■ Work item: Please restate each entry that appears below word for word, without its pictures.

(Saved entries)
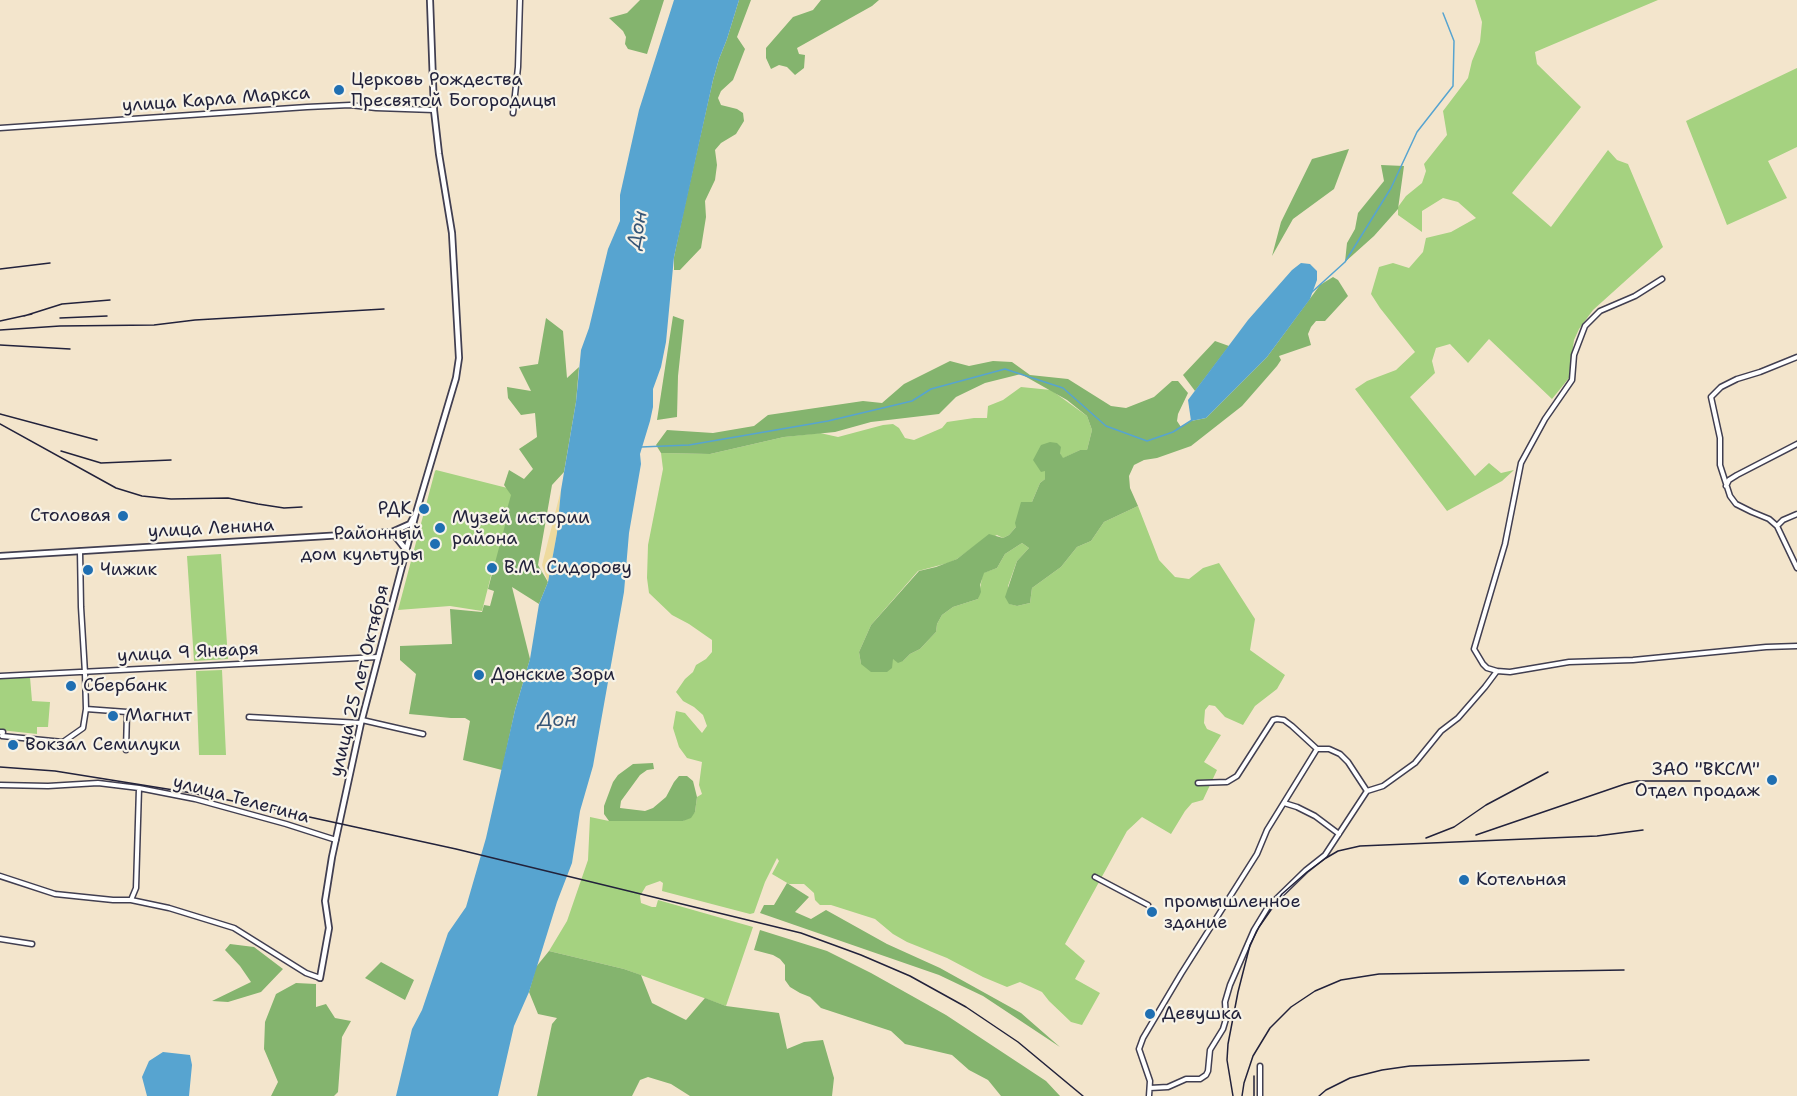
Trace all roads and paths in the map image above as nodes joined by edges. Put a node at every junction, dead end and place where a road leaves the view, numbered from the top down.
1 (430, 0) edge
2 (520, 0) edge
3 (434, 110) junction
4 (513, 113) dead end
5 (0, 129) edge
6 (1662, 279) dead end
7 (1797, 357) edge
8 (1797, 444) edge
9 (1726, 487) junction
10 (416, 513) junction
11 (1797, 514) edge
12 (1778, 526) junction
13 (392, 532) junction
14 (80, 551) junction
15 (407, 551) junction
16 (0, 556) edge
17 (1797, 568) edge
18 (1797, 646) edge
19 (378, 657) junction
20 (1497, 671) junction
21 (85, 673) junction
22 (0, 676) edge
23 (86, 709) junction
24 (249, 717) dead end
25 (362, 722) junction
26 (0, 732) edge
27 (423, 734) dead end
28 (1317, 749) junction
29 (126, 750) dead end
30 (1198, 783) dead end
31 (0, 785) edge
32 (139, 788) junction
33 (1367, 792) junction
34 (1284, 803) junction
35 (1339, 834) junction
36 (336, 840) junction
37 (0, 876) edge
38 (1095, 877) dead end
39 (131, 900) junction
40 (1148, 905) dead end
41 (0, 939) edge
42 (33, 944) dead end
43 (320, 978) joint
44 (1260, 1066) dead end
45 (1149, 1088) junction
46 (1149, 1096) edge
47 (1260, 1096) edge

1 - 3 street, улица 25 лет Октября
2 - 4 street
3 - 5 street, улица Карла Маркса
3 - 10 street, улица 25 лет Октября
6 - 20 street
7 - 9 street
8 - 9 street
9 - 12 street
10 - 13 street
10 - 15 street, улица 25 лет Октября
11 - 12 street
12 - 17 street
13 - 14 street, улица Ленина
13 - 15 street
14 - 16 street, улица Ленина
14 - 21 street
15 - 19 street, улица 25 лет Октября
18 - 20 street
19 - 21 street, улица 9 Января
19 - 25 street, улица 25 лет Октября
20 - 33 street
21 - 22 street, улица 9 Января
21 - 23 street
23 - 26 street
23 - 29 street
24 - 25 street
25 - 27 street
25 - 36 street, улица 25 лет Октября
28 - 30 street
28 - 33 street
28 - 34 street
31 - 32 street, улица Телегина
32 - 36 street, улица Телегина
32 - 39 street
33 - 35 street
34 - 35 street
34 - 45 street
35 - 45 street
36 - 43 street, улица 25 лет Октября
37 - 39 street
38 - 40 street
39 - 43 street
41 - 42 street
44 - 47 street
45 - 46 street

■ Answer below:
Trace all roads and paths in the map image above as nodes joined by edges. Put a node at every junction, dead end and place where a road leaves the view, numbered from the top down.
1 (430, 0) edge
2 (520, 0) edge
3 (434, 110) junction
4 (513, 113) dead end
5 (0, 129) edge
6 (1662, 279) dead end
7 (1797, 357) edge
8 (1797, 444) edge
9 (1726, 487) junction
10 (416, 513) junction
11 (1797, 514) edge
12 (1778, 526) junction
13 (392, 532) junction
14 (80, 551) junction
15 (407, 551) junction
16 (0, 556) edge
17 (1797, 568) edge
18 (1797, 646) edge
19 (378, 657) junction
20 (1497, 671) junction
21 (85, 673) junction
22 (0, 676) edge
23 (86, 709) junction
24 (249, 717) dead end
25 (362, 722) junction
26 (0, 732) edge
27 (423, 734) dead end
28 (1317, 749) junction
29 (126, 750) dead end
30 (1198, 783) dead end
31 (0, 785) edge
32 (139, 788) junction
33 (1367, 792) junction
34 (1284, 803) junction
35 (1339, 834) junction
36 (336, 840) junction
37 (0, 876) edge
38 (1095, 877) dead end
39 (131, 900) junction
40 (1148, 905) dead end
41 (0, 939) edge
42 (33, 944) dead end
43 (320, 978) joint
44 (1260, 1066) dead end
45 (1149, 1088) junction
46 (1149, 1096) edge
47 (1260, 1096) edge

1 - 3 street, улица 25 лет Октября
2 - 4 street
3 - 5 street, улица Карла Маркса
3 - 10 street, улица 25 лет Октября
6 - 20 street
7 - 9 street
8 - 9 street
9 - 12 street
10 - 13 street
10 - 15 street, улица 25 лет Октября
11 - 12 street
12 - 17 street
13 - 14 street, улица Ленина
13 - 15 street
14 - 16 street, улица Ленина
14 - 21 street
15 - 19 street, улица 25 лет Октября
18 - 20 street
19 - 21 street, улица 9 Января
19 - 25 street, улица 25 лет Октября
20 - 33 street
21 - 22 street, улица 9 Января
21 - 23 street
23 - 26 street
23 - 29 street
24 - 25 street
25 - 27 street
25 - 36 street, улица 25 лет Октября
28 - 30 street
28 - 33 street
28 - 34 street
31 - 32 street, улица Телегина
32 - 36 street, улица Телегина
32 - 39 street
33 - 35 street
34 - 35 street
34 - 45 street
35 - 45 street
36 - 43 street, улица 25 лет Октября
37 - 39 street
38 - 40 street
39 - 43 street
41 - 42 street
44 - 47 street
45 - 46 street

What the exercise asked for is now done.